▶ [Exercise aim]:
Search the entries for the word "path" and report each line that has it.

▶ [Given records]:

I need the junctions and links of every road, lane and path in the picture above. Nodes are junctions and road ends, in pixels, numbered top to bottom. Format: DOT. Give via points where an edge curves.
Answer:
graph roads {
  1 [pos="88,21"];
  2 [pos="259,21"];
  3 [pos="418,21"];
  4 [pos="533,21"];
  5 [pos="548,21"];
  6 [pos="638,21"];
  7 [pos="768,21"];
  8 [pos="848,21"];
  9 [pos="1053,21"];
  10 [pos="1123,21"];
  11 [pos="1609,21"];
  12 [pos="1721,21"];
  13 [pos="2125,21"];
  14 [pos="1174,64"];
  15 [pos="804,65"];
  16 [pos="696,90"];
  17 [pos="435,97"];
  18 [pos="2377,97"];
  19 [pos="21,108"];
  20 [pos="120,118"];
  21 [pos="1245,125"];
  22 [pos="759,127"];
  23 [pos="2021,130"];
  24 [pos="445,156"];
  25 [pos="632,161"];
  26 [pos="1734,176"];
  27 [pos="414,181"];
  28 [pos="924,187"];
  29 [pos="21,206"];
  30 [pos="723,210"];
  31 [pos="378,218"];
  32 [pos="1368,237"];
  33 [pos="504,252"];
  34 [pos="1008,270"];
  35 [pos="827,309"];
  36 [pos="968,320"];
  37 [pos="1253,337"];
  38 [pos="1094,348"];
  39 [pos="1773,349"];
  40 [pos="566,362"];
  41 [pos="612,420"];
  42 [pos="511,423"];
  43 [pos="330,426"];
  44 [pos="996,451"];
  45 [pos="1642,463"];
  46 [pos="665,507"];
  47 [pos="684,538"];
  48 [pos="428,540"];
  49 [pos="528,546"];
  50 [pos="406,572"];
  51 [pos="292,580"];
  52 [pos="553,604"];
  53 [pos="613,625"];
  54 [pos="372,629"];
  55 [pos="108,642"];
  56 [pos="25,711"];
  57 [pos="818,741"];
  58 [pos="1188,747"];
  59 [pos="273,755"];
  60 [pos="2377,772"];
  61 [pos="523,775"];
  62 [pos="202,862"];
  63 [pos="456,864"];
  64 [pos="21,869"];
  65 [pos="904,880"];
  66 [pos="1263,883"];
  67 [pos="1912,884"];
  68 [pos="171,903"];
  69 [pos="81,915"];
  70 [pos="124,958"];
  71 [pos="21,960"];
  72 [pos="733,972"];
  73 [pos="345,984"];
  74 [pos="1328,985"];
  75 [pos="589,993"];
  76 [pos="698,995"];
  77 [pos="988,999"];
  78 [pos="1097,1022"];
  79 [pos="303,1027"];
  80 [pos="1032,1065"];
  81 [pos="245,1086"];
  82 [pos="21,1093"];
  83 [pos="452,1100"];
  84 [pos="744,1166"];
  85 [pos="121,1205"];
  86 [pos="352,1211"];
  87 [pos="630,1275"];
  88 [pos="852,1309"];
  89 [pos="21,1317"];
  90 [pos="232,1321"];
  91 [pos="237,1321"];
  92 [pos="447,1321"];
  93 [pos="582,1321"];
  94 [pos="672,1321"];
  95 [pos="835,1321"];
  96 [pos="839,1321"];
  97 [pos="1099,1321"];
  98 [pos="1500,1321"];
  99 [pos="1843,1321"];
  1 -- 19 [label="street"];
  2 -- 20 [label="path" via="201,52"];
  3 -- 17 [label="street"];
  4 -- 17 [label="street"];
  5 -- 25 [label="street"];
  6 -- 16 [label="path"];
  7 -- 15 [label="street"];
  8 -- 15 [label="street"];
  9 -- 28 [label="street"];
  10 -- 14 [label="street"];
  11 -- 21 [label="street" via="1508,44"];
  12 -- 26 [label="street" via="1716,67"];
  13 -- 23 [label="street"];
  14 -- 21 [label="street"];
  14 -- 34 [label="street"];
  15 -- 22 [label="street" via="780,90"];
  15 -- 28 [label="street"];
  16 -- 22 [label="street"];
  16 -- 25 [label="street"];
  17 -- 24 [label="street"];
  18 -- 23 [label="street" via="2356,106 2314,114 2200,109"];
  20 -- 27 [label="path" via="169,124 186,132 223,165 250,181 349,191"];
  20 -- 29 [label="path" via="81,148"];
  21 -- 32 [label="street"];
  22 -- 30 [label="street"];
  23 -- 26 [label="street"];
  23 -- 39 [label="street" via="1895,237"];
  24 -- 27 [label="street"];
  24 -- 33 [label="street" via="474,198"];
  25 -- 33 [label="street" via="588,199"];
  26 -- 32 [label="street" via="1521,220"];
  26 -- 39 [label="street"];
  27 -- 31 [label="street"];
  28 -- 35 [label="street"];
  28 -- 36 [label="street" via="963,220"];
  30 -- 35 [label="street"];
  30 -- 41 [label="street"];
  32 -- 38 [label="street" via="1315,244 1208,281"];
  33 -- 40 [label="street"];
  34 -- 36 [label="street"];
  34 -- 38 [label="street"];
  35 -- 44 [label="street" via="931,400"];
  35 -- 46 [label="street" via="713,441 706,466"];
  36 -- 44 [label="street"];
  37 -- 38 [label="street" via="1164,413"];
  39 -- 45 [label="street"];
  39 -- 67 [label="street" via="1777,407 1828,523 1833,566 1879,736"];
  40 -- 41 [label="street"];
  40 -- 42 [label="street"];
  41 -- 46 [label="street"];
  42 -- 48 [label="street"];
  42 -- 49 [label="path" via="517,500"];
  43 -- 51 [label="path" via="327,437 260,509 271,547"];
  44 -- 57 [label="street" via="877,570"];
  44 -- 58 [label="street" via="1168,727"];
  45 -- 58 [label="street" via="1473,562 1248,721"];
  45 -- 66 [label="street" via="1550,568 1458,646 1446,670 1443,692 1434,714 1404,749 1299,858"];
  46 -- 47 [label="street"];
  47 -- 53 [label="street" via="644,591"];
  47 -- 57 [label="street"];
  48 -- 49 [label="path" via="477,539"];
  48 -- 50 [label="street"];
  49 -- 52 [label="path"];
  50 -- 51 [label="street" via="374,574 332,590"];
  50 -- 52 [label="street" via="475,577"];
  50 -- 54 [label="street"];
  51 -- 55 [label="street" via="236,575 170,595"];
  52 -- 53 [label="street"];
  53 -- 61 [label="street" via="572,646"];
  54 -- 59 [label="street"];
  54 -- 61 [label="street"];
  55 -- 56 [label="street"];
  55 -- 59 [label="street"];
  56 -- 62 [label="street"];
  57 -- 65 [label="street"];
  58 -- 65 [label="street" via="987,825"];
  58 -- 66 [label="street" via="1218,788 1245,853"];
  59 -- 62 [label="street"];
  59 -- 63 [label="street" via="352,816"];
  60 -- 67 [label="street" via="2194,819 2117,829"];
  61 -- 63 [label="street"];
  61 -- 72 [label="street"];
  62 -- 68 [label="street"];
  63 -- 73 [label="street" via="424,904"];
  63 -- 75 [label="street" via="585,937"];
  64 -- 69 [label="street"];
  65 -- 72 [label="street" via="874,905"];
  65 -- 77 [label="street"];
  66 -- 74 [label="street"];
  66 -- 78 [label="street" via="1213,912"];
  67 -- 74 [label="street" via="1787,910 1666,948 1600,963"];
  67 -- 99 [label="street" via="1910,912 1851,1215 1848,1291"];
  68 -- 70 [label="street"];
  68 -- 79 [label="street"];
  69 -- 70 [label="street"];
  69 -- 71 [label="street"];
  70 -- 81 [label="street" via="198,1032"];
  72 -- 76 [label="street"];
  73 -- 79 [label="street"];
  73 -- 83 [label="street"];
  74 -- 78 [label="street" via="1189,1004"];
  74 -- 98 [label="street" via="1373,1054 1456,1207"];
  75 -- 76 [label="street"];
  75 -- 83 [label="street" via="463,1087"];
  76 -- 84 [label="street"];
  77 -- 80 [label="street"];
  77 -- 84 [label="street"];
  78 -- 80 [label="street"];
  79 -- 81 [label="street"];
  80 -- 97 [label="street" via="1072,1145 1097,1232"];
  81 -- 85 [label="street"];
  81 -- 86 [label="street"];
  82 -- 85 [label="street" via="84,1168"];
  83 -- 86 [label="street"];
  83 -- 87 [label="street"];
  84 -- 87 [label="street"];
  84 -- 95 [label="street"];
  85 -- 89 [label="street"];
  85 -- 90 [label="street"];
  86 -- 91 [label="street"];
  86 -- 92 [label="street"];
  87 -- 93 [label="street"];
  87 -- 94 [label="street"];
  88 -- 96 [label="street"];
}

▶ [Solved problem]:
I need the junctions and links of every road, lane and path in the picture above. Nodes are junctions and road ends, in pixels, numbered top to bottom. Format: DOT. Give via points where an edge curves.
  2 -- 20 [label="path" via="201,52"];
  6 -- 16 [label="path"];
  20 -- 27 [label="path" via="169,124 186,132 223,165 250,181 349,191"];
  20 -- 29 [label="path" via="81,148"];
  42 -- 49 [label="path" via="517,500"];
  43 -- 51 [label="path" via="327,437 260,509 271,547"];
  48 -- 49 [label="path" via="477,539"];
  49 -- 52 [label="path"];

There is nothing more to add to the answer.